Recent research has focused on the appropriateness of care and on the clinical performance of Intensive Care Unit (ICU) hospitalization. This quest for a measure of ICU performance has led to the development of severity adjustment systems that will allow standardized comparisons of outcome and resource use across ICUs [1]. These systems, for many years used only in research settings, have evolved to become sophisticated, computer-based decision-support tools, in some instances commercially developed, and capable of predicting a diverse set of outcomes

Consensus review by experts in critical care or the implementation of models such as multivariate linear and logistic regression have led to the creation of scoring systems such as the Acute Physiology And Chronic Health Evaluation (APACHE) or Sequential Organ Failure Assessment (SOFA). These scoring tools include physiological variables (such as heart or respiratory rate); the overall score follows the rule that higher scores represent more severe illness [13].

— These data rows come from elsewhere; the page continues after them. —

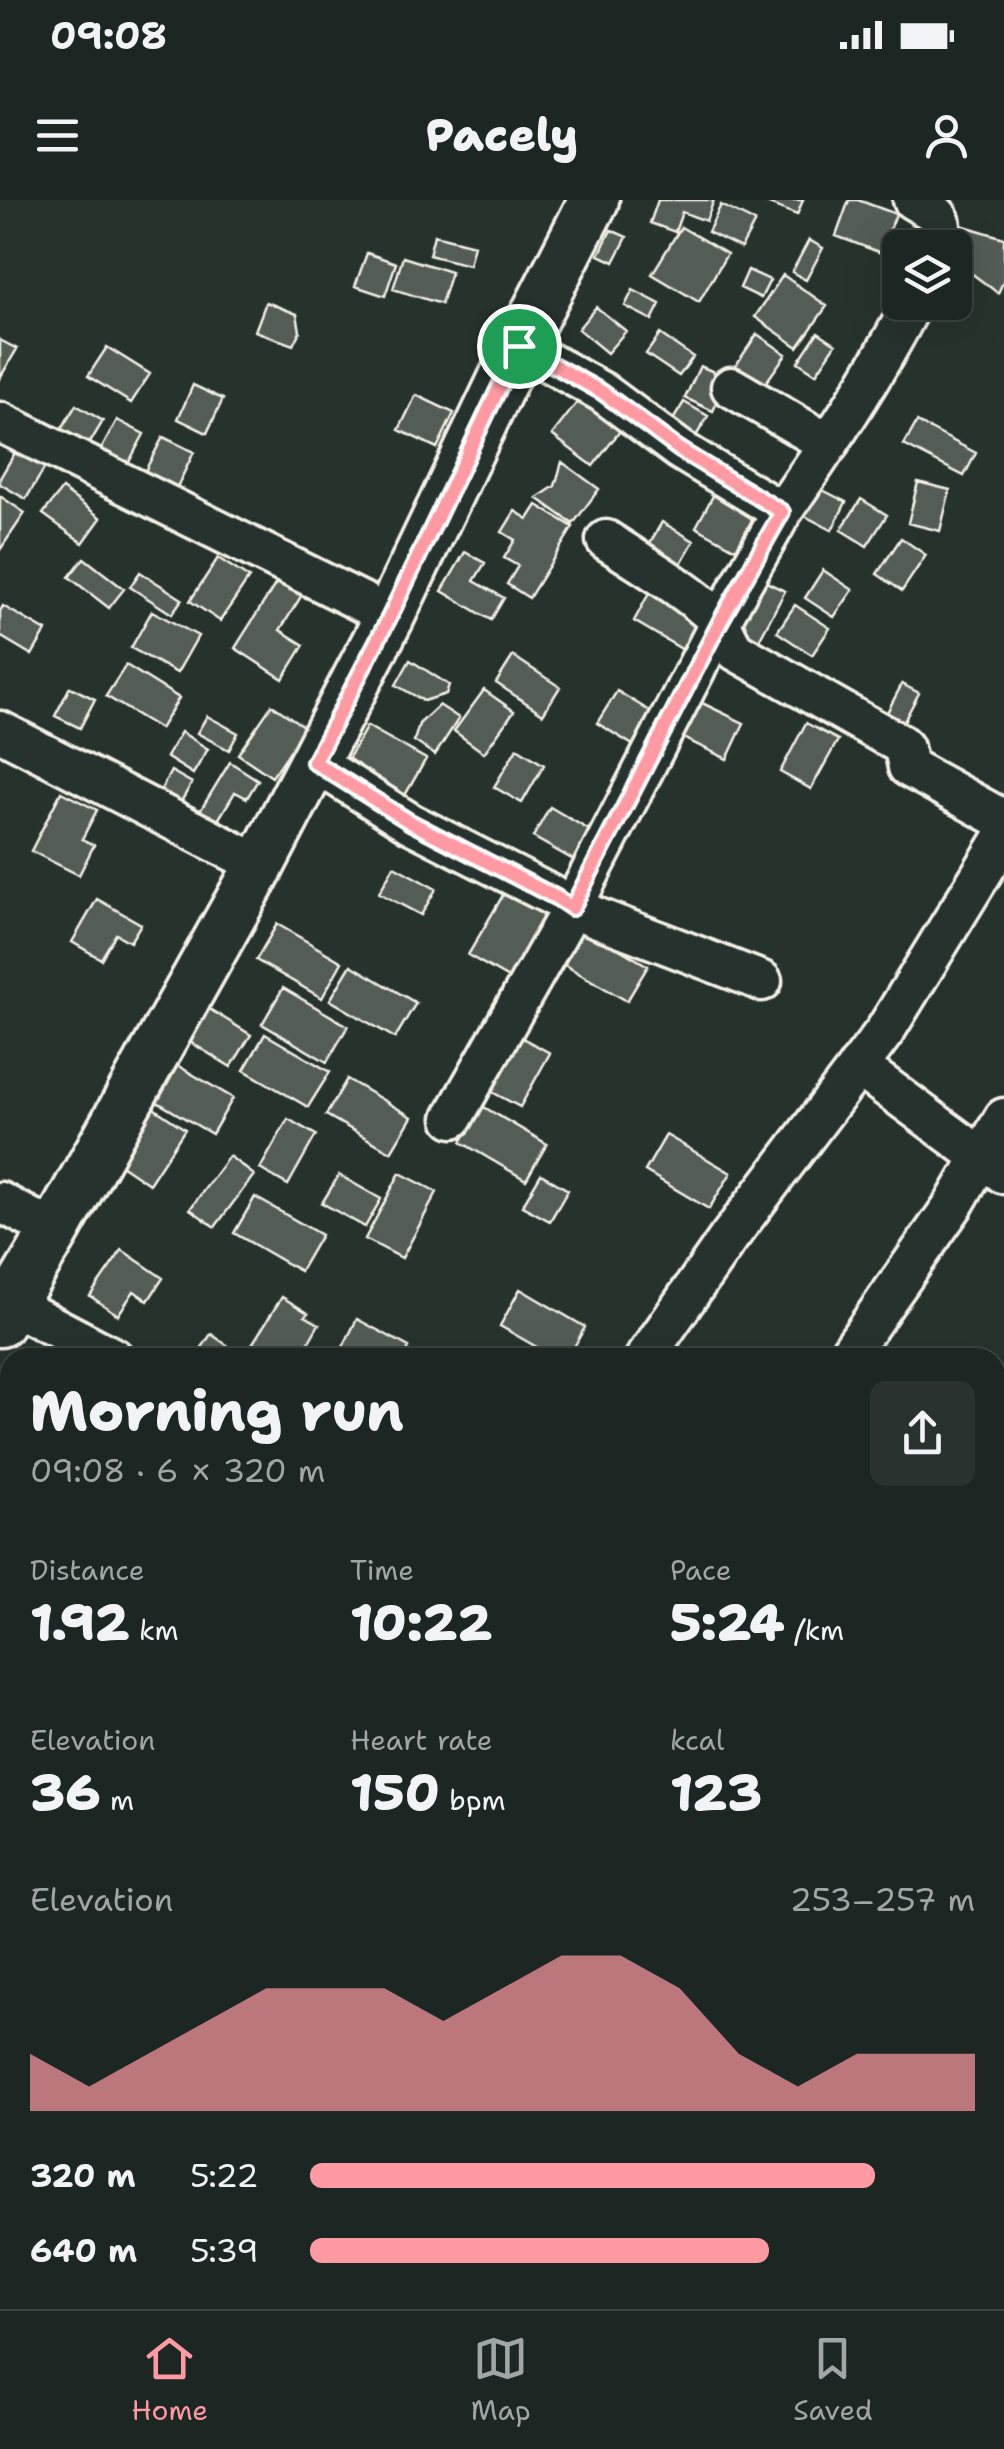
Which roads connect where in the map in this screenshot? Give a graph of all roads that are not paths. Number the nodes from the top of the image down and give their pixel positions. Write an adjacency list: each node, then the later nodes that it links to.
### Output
1 (594, 200): 5 (street)
2 (913, 200): 3 (street)
3 (940, 230)
4 (903, 320): 8 (street)
5 (519, 346): 9 (street); 11 (street)
6 (731, 386): 8 (street)
7 (0, 422): 11 (street)
8 (829, 444): 9 (street)
9 (782, 512): 12 (street)
10 (606, 540): 12 (street)
11 (390, 616): 14 (street)
12 (720, 622): 15 (street); 18 (street)
13 (0, 732): 17 (street)
14 (314, 762): 17 (street); 18 (street)
15 (1004, 820)
16 (1004, 837): 20 (street)
17 (260, 865): 25 (street)
18 (572, 908): 19 (street); 21 (street)
19 (762, 981)
20 (858, 1066): 23 (street); 28 (street)
21 (453, 1118)
22 (1004, 1118): 23 (street)
23 (992, 1165): 29 (street)
24 (0, 1202): 25 (street)
25 (54, 1231): 26 (street)
26 (6, 1313): 27 (street)
27 (90, 1348)
28 (652, 1348)
29 (853, 1348)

Until now, nevertheless, the performance of each of them separately vis-à-vis prediction of outcome has not been satisfactory [1]. Regardless of advances in their conception and implementation their predictive potential for survival is usually not better than that of clinical judgment (for example the APACHE II score is more predictive in case of low, < 30%, mortality, whereas overall its Receiver Operating Characteristics (ROC) Area Under the Curve (AUC) is 39%–85% vis-à-vis a 51%–85% ROC AUC for clinical judgment in predicting survival)[4] Even external validation performed on thousands of ICU admissions yields only slightly worse ROC AUCs for tools such as the APACHE II, Simplified Acute Physiology Score (SAPS II), Mortality Probability Model on ICU admission (MPM0-II) or Mortality Probability Model 24 hours after ICU admission (MPM24 II) compared to initial studies that introduced them to clinical practice [5]. Furthermore, it should be noted that although ICU outcome predicting systems are very important statistical tools for quality management or clinical trials (i.e. in implementing stratification or for clustering) in several cases their potential concerning judgment about an individual therapy may be limited.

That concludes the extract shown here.